Perhaps even more disturbing than Brooks’ column, was the follow on piece by Andrew Sullivan in The Atlantic. Sullivan writes, “David Brooks’ column today really helped crystallize for me my qualms about Elena Kagan. Her life, so far as one can tell, is her career, and her career has been built by avoiding any tough or difficult political or moral positions, eschewing any rigorous intellectual debate in which she takes a clear stand one way or the other, pleasing every single authority figure she has encountered, and reveling in the approval of the First Class Car Acela Corridor Elite.”

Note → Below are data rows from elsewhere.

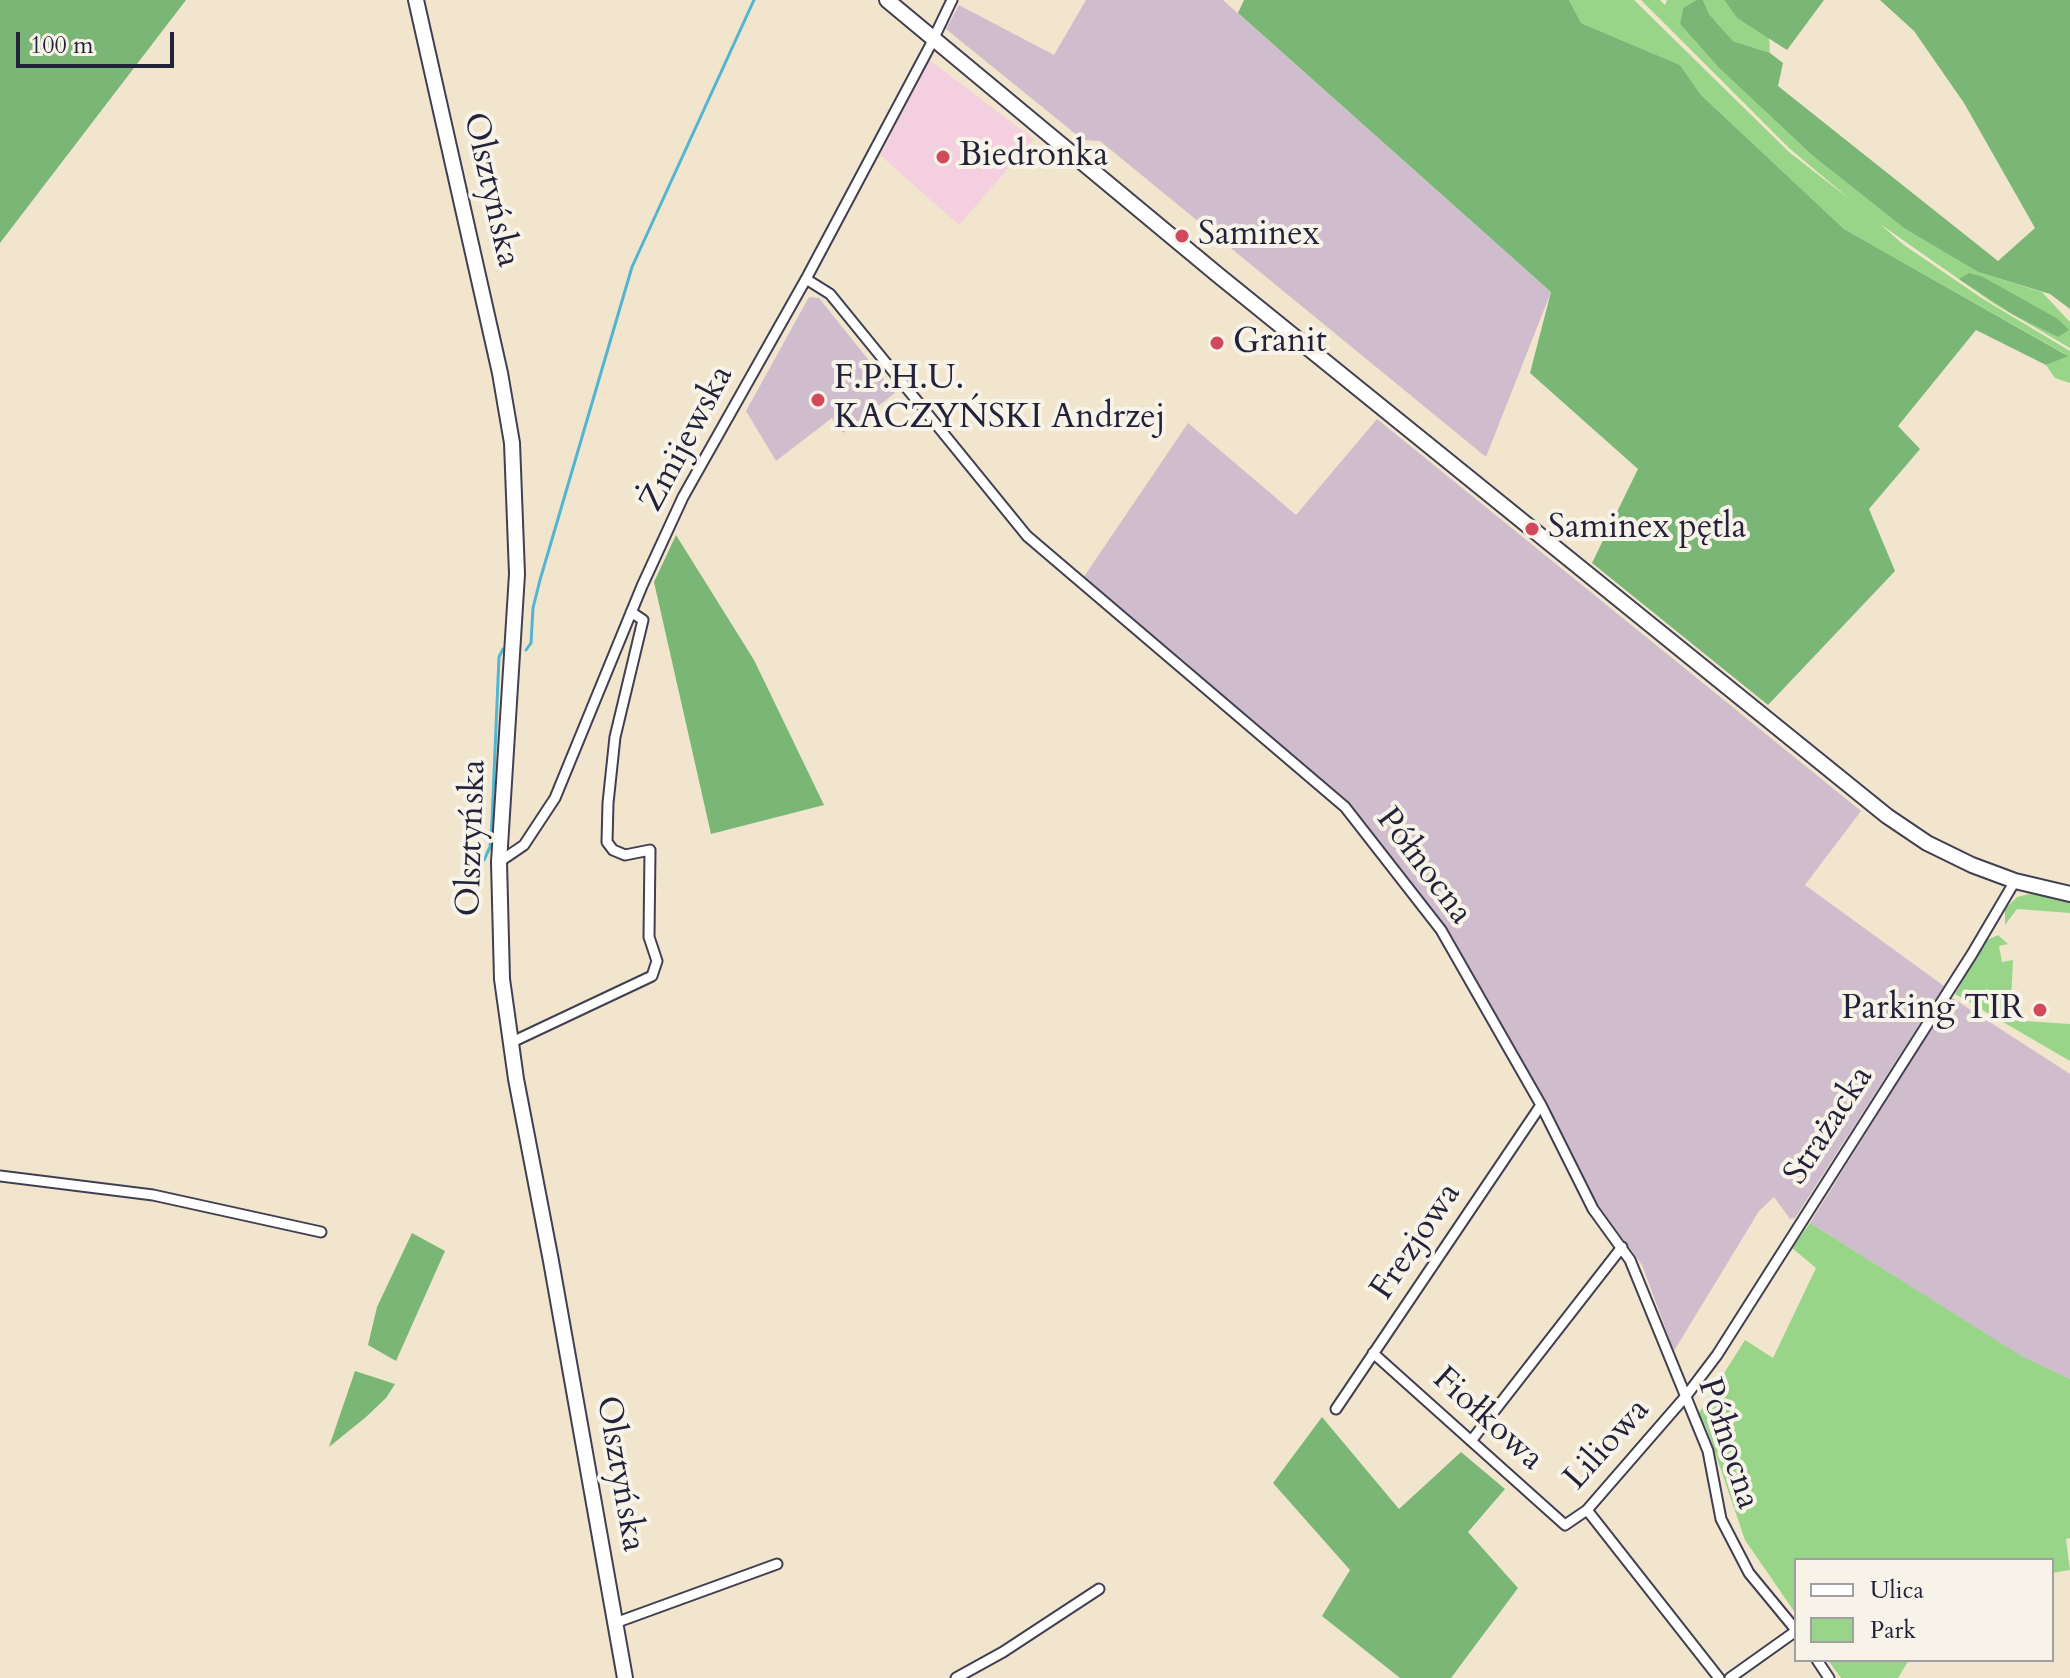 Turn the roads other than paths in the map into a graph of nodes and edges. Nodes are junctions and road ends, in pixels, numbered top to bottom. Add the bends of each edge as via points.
1 (416, 0) edge
2 (887, 0) edge
3 (952, 0) edge
4 (932, 40) junction
5 (806, 279) junction
6 (631, 612) junction
7 (499, 862) junction
8 (2015, 881) junction
9 (2070, 894) edge
10 (510, 1043) junction
11 (1541, 1105) junction
12 (0, 1176) edge
13 (321, 1232) dead end
14 (1622, 1247) junction
15 (1373, 1353) junction
16 (1686, 1396) junction
17 (1336, 1409) dead end
18 (1471, 1441) junction
19 (1587, 1510) junction
20 (1565, 1525) joint
21 (777, 1564) dead end
22 (1099, 1589) dead end
23 (615, 1623) junction
24 (1794, 1628) edge
25 (1794, 1631) edge
26 (625, 1678) edge
27 (956, 1678) edge
28 (1719, 1678) edge
29 (1730, 1678) edge

1 - 7 street, Olsztyńska via 512,443 517,574
2 - 4 street
3 - 4 street, Żmijewska
4 - 5 street, Żmijewska
4 - 8 street via 1887,816 1949,855
5 - 6 street, Żmijewska via 683,497
5 - 11 street, Północna via 830,294 1027,536 1355,818 1448,941
6 - 7 street, Żmijewska via 555,798 524,845
6 - 10 street via 643,620 615,737 607,842 625,855 650,850 649,937 657,961 652,976
7 - 10 street, Olsztyńska via 500,955
8 - 9 street
8 - 16 street, Strażacka via 1769,1275
10 - 23 street, Olsztyńska
11 - 14 street, Północna via 1593,1209
11 - 15 street, Frezjowa
12 - 13 street via 153,1195
14 - 16 street, Północna
14 - 18 street
15 - 17 street, Frezjowa
15 - 18 street, Fiołkowa
16 - 19 street, Liliowa
16 - 24 street, Północna via 1708,1451 1716,1503 1737,1552
18 - 20 street, Fiołkowa
19 - 20 street, Liliowa
19 - 28 street
21 - 23 street
22 - 27 street
23 - 26 street, Olsztyńska
25 - 29 street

That sounds like much of Washington to me. And much of Wall Street, and the Fortune 100, and the big, non-profits run by privileged Ivy Leaguers too. So what’s the problem? Sullivan laments the fact Kagan’s life lacks any personal struggle. “Not a single anecdote in her life-story would be out of place in a Rhodes Scholar application – and I mean that as damning.”

Pity Brooks and Sullivan can’t grasp any real understanding of what the climb to the top might actually be like for a woman like Kagan.  I’ve conducted many interviews with women executives and based on those discussions, here’s what a woman’s career might entail – there’s plenty of personal struggle.

She would need to have a perfect academic record to compete with the men. Studies show the system would be stacked against her getting hired and getting promoted. She would have to have a perfect work record; she couldn’t afford any red flags in her personnel file. She would need to ask for plum assignments without being labeled as too aggressive.  She would have to seek out her own mentors; most likely they wouldn’t come calling for her. She could never appear weak; she’d learn to walk the fine line between assertive and “bitch.” She better not be too pretty; but being just pretty enough could be an asset. She would have to check parts of her personality at the door; lest she get labeled emotional. And she’d be in constant danger of getting placed on the mommy track. Then again, she might get dinged for not choosing motherhood.

And her reward for all of that would be more than just making it to the top. It would be her opportunity to use her power for good when she got there. It takes power and influence to affect change. And it takes being “prudential, deliberate and cautious,” as Brooks describes Kagan, to make it into a power position.

Will Kagan use her power for good not evil? None of us can know for sure.  And I think that’s what really bothers Brooks and Sullivan. We can only hope. All we know for certain is Kagan is driven. And last I checked, there was nothing wrong with that.